● **EXERCISE GOAL**
Leaving the pictures aside, repeat every line below exactly.

● **PROVIDED DATA**
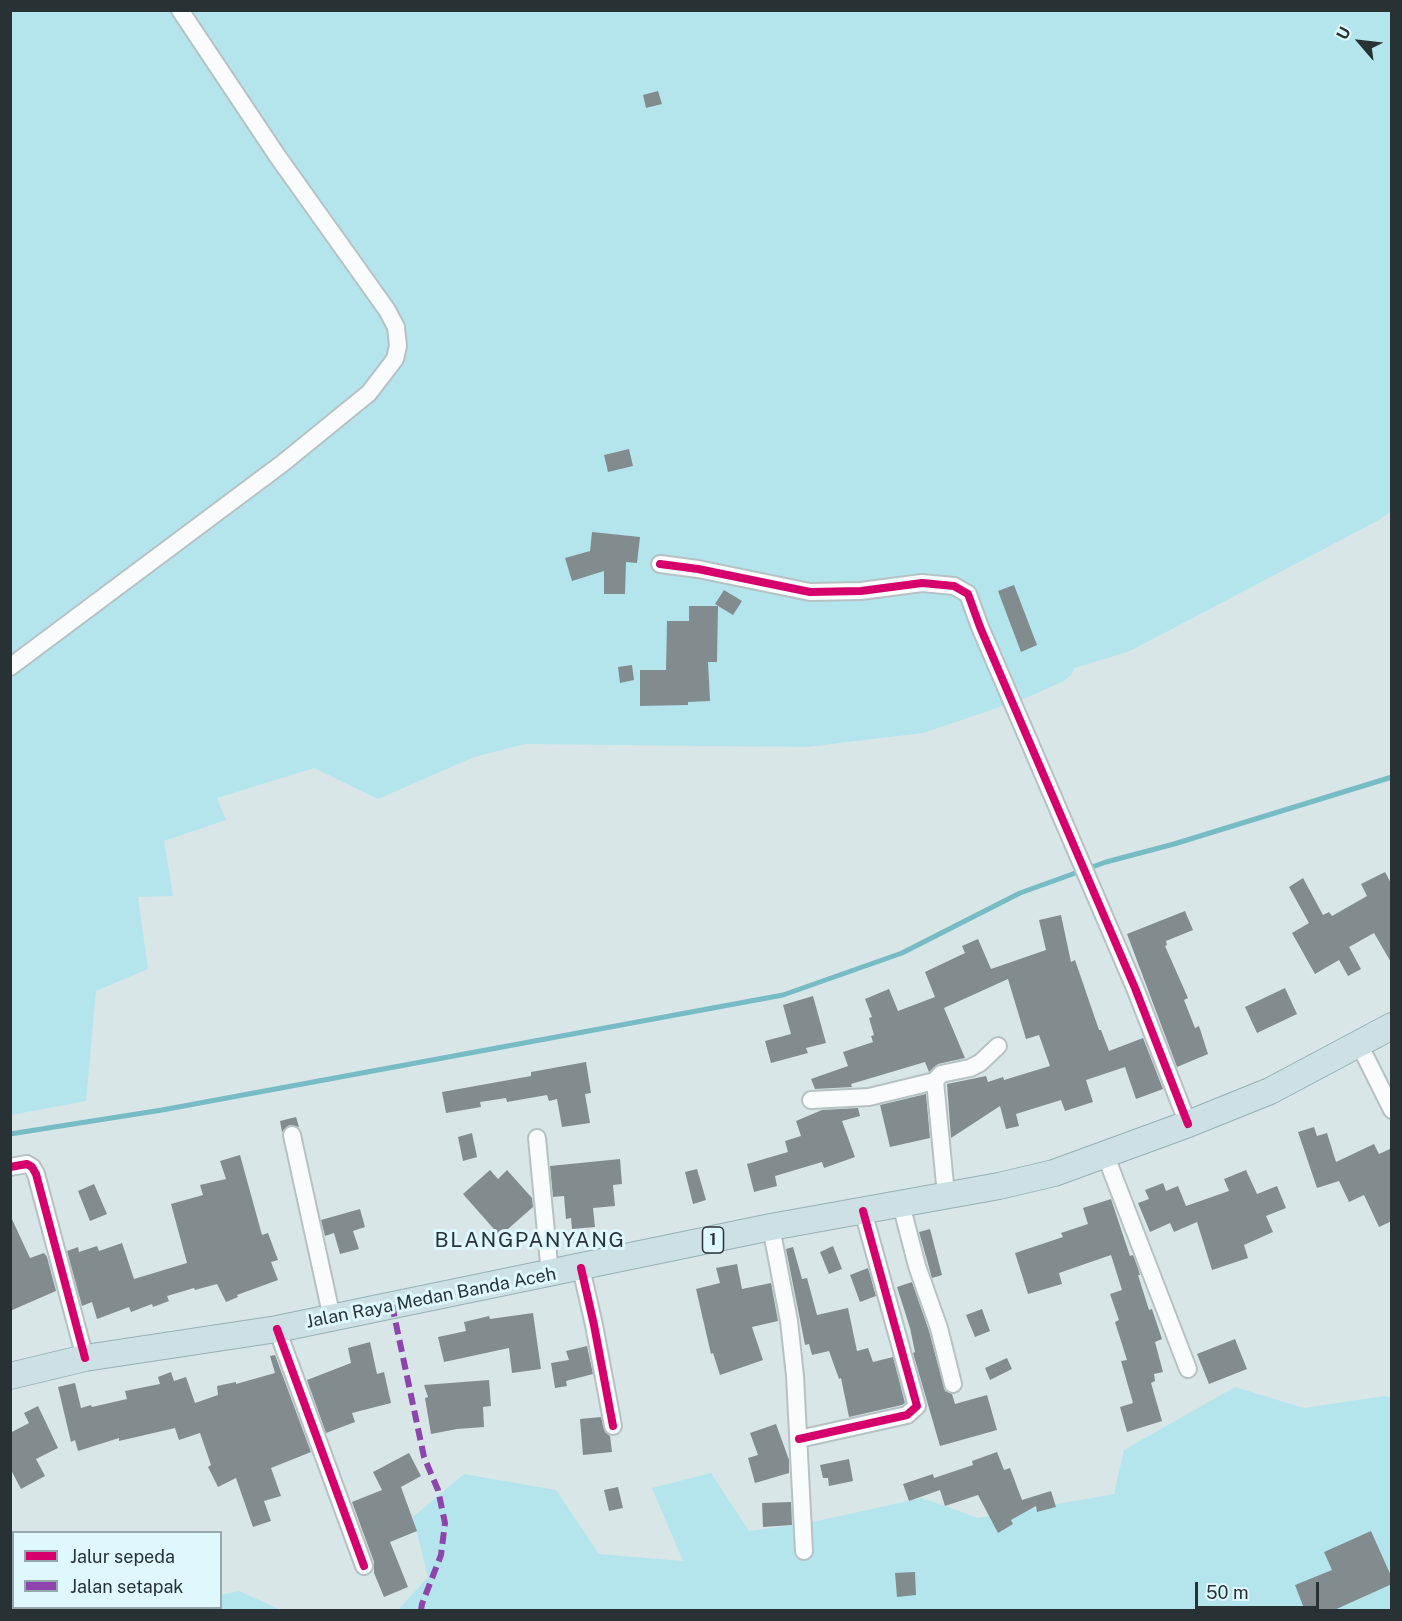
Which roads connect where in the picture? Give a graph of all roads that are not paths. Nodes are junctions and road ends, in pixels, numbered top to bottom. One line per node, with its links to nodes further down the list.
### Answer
1 (180, 10): 3 (street)
2 (660, 564): 10 (street)
3 (10, 667)
4 (1392, 1026): 5 (highway, Jalan Raya Medan Banda Aceh / 1)
5 (1359, 1044): 9 (street); 10 (highway, Jalan Raya Medan Banda Aceh / 1)
6 (999, 1046): 7 (street)
7 (935, 1081): 8 (street); 15 (street)
8 (811, 1100)
9 (1392, 1110)
10 (1188, 1124): 13 (highway, Jalan Raya Medan Banda Aceh / 1)
11 (292, 1135): 21 (street)
12 (537, 1138): 20 (street)
13 (1105, 1154): 15 (highway, Jalan Raya Medan Banda Aceh / 1); 24 (street)
14 (10, 1167): 23 (street)
15 (946, 1195): 16 (highway, Jalan Raya Medan Banda Aceh / 1)
16 (902, 1204): 17 (highway, Jalan Raya Medan Banda Aceh / 1); 26 (street)
17 (863, 1211): 18 (highway, Jalan Raya Medan Banda Aceh / 1); 28 (street)
18 (771, 1227): 19 (highway, Jalan Raya Medan Banda Aceh / 1); 28 (street)
19 (581, 1268): 20 (highway, Jalan Raya Medan Banda Aceh / 1); 27 (street)
20 (550, 1274): 21 (highway, Jalan Raya Medan Banda Aceh / 1)
21 (332, 1318): 22 (highway, Jalan Raya Medan Banda Aceh / 1)
22 (277, 1329): 23 (highway, Jalan Raya Medan Banda Aceh / 1); 30 (street)
23 (85, 1358): 25 (highway, Jalan Raya Medan Banda Aceh / 1)
24 (1188, 1369)
25 (10, 1376)
26 (953, 1384)
27 (613, 1426)
28 (799, 1439): 29 (street)
29 (804, 1551)
30 (364, 1566)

● **OUTPUT OF THE EXERCISE**
Which roads connect where in the picture? Give a graph of all roads that are not paths. Nodes are junctions and road ends, in pixels, numbered top to bottom. One line per node, with its links to nodes further down the list.
### Answer
1 (180, 10): 3 (street)
2 (660, 564): 10 (street)
3 (10, 667)
4 (1392, 1026): 5 (highway, Jalan Raya Medan Banda Aceh / 1)
5 (1359, 1044): 9 (street); 10 (highway, Jalan Raya Medan Banda Aceh / 1)
6 (999, 1046): 7 (street)
7 (935, 1081): 8 (street); 15 (street)
8 (811, 1100)
9 (1392, 1110)
10 (1188, 1124): 13 (highway, Jalan Raya Medan Banda Aceh / 1)
11 (292, 1135): 21 (street)
12 (537, 1138): 20 (street)
13 (1105, 1154): 15 (highway, Jalan Raya Medan Banda Aceh / 1); 24 (street)
14 (10, 1167): 23 (street)
15 (946, 1195): 16 (highway, Jalan Raya Medan Banda Aceh / 1)
16 (902, 1204): 17 (highway, Jalan Raya Medan Banda Aceh / 1); 26 (street)
17 (863, 1211): 18 (highway, Jalan Raya Medan Banda Aceh / 1); 28 (street)
18 (771, 1227): 19 (highway, Jalan Raya Medan Banda Aceh / 1); 28 (street)
19 (581, 1268): 20 (highway, Jalan Raya Medan Banda Aceh / 1); 27 (street)
20 (550, 1274): 21 (highway, Jalan Raya Medan Banda Aceh / 1)
21 (332, 1318): 22 (highway, Jalan Raya Medan Banda Aceh / 1)
22 (277, 1329): 23 (highway, Jalan Raya Medan Banda Aceh / 1); 30 (street)
23 (85, 1358): 25 (highway, Jalan Raya Medan Banda Aceh / 1)
24 (1188, 1369)
25 (10, 1376)
26 (953, 1384)
27 (613, 1426)
28 (799, 1439): 29 (street)
29 (804, 1551)
30 (364, 1566)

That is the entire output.